EXCERPTED RECORDS:

********************

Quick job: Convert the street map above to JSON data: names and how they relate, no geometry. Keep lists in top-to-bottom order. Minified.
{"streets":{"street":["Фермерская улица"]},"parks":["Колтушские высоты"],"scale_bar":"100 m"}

********************

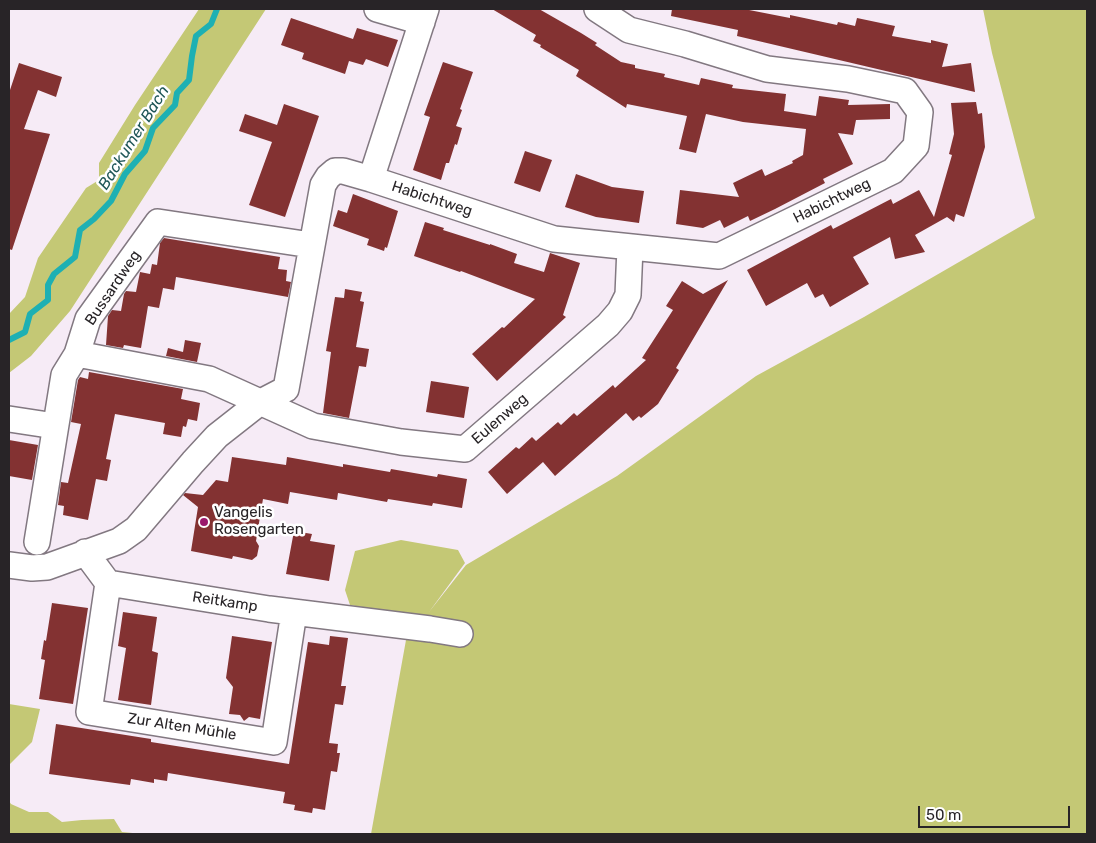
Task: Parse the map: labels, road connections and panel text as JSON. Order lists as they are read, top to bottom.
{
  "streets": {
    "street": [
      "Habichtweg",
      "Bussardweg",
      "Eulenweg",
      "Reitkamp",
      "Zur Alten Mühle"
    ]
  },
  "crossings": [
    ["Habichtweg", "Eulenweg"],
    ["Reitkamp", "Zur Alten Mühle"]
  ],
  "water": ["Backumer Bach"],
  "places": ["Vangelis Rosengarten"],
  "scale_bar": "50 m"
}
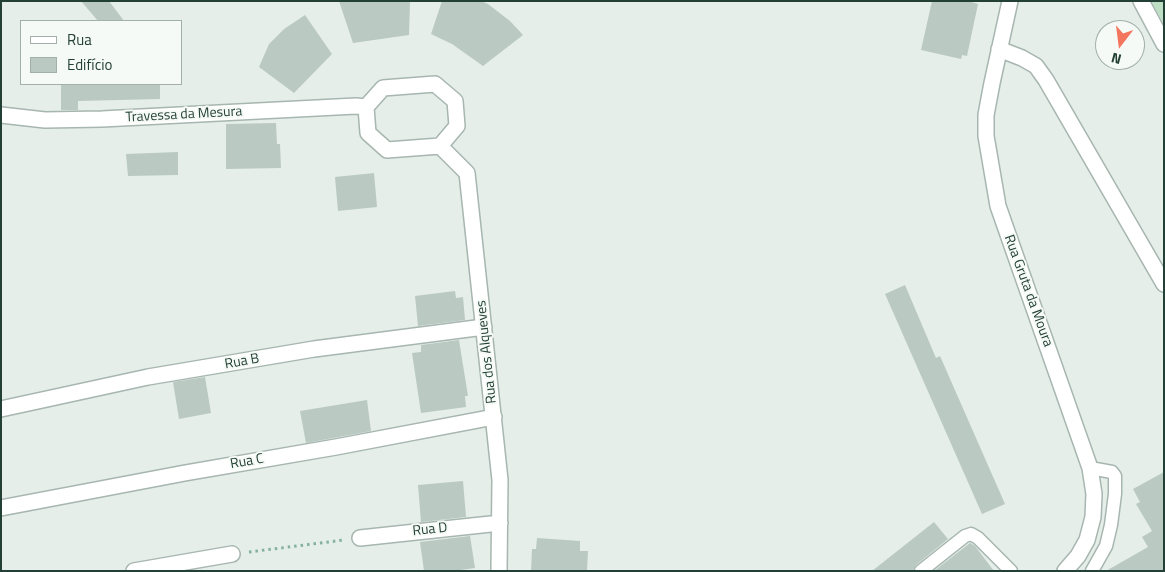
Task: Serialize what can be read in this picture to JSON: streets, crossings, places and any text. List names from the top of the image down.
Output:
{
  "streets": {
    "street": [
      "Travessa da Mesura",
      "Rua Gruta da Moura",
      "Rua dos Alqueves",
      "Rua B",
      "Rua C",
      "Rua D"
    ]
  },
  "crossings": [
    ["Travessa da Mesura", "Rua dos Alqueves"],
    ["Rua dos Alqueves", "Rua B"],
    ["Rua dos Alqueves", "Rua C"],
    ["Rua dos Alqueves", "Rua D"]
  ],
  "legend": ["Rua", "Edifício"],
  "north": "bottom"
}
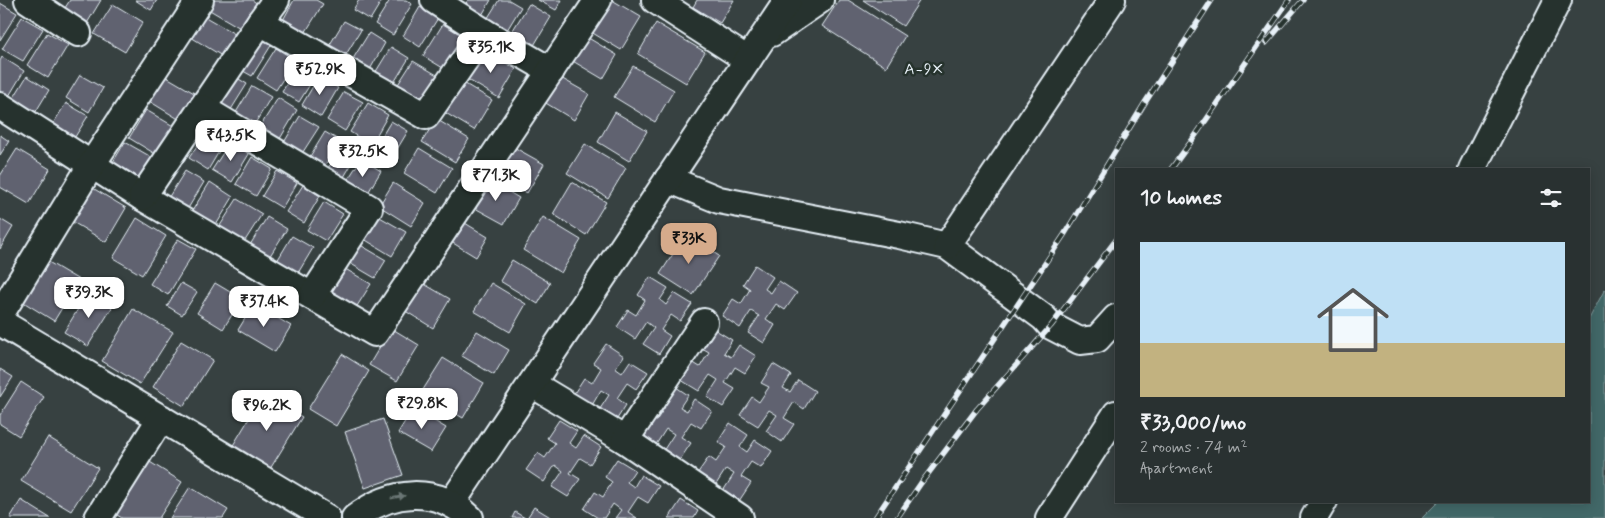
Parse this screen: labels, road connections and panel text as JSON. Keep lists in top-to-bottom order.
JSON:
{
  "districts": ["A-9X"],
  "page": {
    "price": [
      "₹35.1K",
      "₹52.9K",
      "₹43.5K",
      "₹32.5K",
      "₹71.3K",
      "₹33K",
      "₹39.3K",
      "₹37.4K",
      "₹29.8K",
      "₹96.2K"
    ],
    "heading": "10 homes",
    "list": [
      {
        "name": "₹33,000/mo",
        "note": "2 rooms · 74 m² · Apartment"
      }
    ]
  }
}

********************

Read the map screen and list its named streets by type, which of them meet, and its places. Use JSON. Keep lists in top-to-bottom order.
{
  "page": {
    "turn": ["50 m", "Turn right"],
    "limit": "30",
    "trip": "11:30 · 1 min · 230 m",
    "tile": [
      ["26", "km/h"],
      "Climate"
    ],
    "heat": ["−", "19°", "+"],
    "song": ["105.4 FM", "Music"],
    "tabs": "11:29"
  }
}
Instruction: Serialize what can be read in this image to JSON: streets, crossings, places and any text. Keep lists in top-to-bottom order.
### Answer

********************

REQUIRED ACTION: Show me all lines in the records that contain "image".

ANSWER TO THIS PROBLEM:
Task: Serialize what can be read in this picture to JSON: streets, crossings, places and any text. List names from the top of the image down.
Instruction: Serialize what can be read in this image to JSON: streets, crossings, places and any text. Keep lists in top-to-bottom order.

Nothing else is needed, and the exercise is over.